Raise the child’s head
The swelling in the mucous membranes of the nose can be reduced if the child sleeps with his or her head raised. You can try putting an extra pillow under the mattress. You can also put a couple of books under the legs of the bed at the head end. Small children may like to sit in a baby bouncer or a baby carrier.
Water is often just as good as cough medicine
Non-prescription cough medicine tends not to be any help for a cold. The cough is important for the child to be able to bring up mucous and clear the airways. Give your child ordinary water to drink. You can give honey dissolved in warm water to children over one year. Remember that honey can cause dental decay, so brush your child’s teeth. Never give cough medicine to children under two years.
Children with a temperature should drink frequently
You can give the child something to drink to relieve their cough, especially if the child also has a temperature. Children become dehydrated more quickly than adults. They need to drink more than usual, so as not to become dehydrated. Offer water, cordial or juice. A child that has not drunk enough may become tired and out of sorts, and will pass less water than usual. If the child is passing water roughly as often as usual, he or she has had enough to drink.
Sometimes a child with a temperature does not want to eat their normal food. You do not need to worry if the child has a somewhat reduced appetite for a few days. Offer food the child likes, for example, ice cream, cream or porridge.
Medication for pain or a temperature can be given as needed
A temperature is one way the body defends itself against and combats infections. A virus cannot thrive in the body if it becomes too hot so do not treat a temperature in a child if he or she feels all right otherwise.
If the child is upset, will not eat or drink, or has difficulty settling at night, you can give non-prescription temperature-reducing and pain-relieving medication containing paracetamol, for example, Alvedon or Panodil.
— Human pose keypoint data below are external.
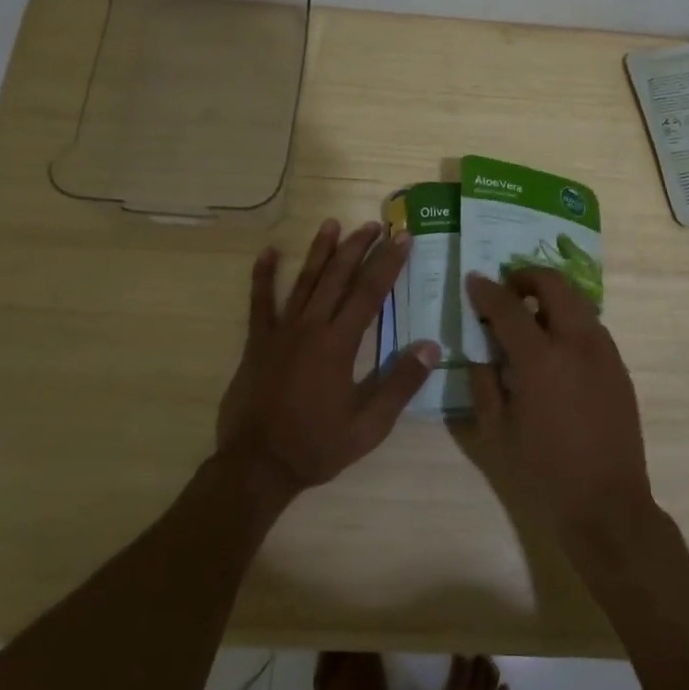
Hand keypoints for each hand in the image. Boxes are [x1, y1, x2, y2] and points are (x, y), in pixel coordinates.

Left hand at [216, 219, 438, 496]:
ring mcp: (280, 331)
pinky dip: (263, 276)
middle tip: (374, 224)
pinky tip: (267, 253)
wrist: (257, 465)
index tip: (403, 238)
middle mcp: (311, 327)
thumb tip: (431, 347)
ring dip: (319, 251)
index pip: (370, 292)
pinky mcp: (257, 342)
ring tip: (332, 224)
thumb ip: (400, 384)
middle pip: (337, 277)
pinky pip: (259, 302)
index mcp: (339, 344)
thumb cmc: (316, 446)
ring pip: (303, 281)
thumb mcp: (369, 425)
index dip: (388, 263)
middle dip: (358, 247)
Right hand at [464, 268, 656, 550]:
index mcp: (541, 359)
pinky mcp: (619, 366)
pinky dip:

These can be given from the age of three months, but always seek medical advice before giving medicine to a baby under six months old.
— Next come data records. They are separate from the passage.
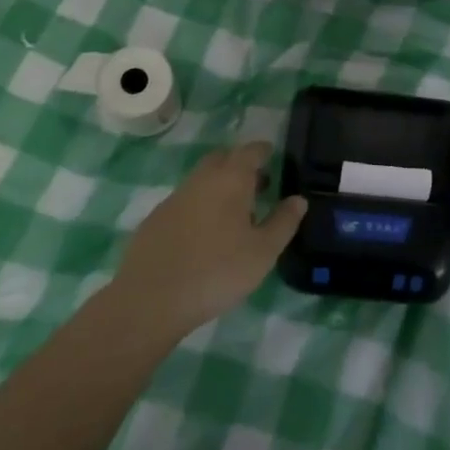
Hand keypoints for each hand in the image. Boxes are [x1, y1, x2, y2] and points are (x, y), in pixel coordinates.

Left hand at [114, 142, 306, 338]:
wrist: (150, 299)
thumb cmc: (217, 271)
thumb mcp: (263, 252)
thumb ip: (283, 222)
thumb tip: (298, 199)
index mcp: (230, 180)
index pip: (250, 151)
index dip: (263, 151)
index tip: (273, 156)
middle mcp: (201, 180)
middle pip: (222, 159)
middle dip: (240, 164)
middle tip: (257, 184)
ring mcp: (174, 198)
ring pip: (202, 179)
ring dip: (219, 185)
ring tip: (235, 212)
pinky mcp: (156, 219)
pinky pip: (185, 200)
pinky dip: (200, 205)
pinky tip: (205, 233)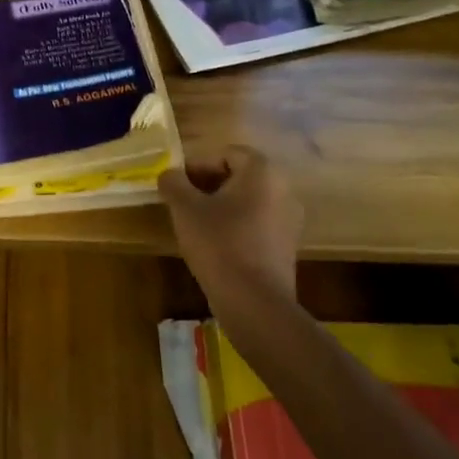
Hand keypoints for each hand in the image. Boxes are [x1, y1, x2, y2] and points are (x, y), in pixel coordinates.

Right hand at [159, 147, 302, 313]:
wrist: (255, 304)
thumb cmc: (219, 244)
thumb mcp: (184, 208)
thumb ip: (173, 182)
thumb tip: (169, 174)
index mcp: (261, 171)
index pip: (225, 154)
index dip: (197, 166)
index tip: (178, 186)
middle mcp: (282, 189)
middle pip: (238, 176)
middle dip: (208, 186)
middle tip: (183, 203)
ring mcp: (289, 220)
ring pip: (247, 201)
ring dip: (221, 207)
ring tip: (196, 225)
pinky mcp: (288, 247)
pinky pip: (257, 224)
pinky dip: (236, 227)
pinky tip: (216, 246)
From the age of six months, children may be given pain-killing and temperature-reducing medication containing the active ingredient ibuprofen, such as Ipren or Ibuprofen.
This medicine is found in variety of forms to suit different age groups. Ask at a pharmacy what is suitable for your child. Follow the instructions on the packaging carefully and do not combine different medications.
Avoid certain medications
Children up to the age of 18 years should not take medicines containing acetylsalicylic acid (aspirin), for example Treo and Bamyl, unless prescribed by a doctor. There is a risk of the child developing Reye’s syndrome. This is a rare disease that can lead to severe brain damage, among other things.
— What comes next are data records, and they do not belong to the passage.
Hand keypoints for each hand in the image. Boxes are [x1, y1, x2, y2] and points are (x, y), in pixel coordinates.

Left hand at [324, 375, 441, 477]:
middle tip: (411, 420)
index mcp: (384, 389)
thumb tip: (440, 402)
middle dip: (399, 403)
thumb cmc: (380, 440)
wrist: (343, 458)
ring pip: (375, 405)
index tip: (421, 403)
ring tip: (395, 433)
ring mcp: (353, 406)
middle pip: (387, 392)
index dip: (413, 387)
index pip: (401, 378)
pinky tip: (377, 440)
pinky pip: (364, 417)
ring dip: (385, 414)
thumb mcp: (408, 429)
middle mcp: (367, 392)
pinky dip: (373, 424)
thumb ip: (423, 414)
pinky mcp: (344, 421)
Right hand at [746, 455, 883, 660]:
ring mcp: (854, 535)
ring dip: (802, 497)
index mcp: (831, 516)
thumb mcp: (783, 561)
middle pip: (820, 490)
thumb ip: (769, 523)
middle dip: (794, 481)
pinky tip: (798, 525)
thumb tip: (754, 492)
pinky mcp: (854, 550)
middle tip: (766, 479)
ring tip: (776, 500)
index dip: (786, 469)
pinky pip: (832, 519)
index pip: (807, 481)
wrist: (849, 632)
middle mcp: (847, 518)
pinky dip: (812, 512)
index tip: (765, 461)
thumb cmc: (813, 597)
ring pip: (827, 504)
Also, do not give a child with chicken pox medicines containing ibuprofen or other drugs from the NSAID or COX inhibitor group. If used in connection with chicken pox, these medications can increase the risk of rare but serious infections.
Since a cold is usually caused by a virus, treating it with antibiotics is of no benefit. The body’s immune system deals with it and the cold gets better by itself.
A cold is an infection in the upper respiratory tract, primarily in the nose. A virus or bacteria cause the mucous membranes to become infected. They then become swollen and create more mucous than usual. The mucus may be thin or thick.
There are several hundred types of virus that can cause a cold.
If the cold does not get better, the child may have developed a complication.
An ear inflammation is the most common complication
Sometimes a cold can lead to the child developing an ear inflammation. The child develops pain in one or both ears. An ear inflammation may need to be treated with antibiotics, especially in children under the age of one year or aged twelve years and upwards.
Unusual for children to develop sinusitis
Some children may develop sinusitis when they have a cold, although this is unusual. The child will then have a blocked nose, thick mucus and pain in the forehead or cheeks.
The child may also develop influenza.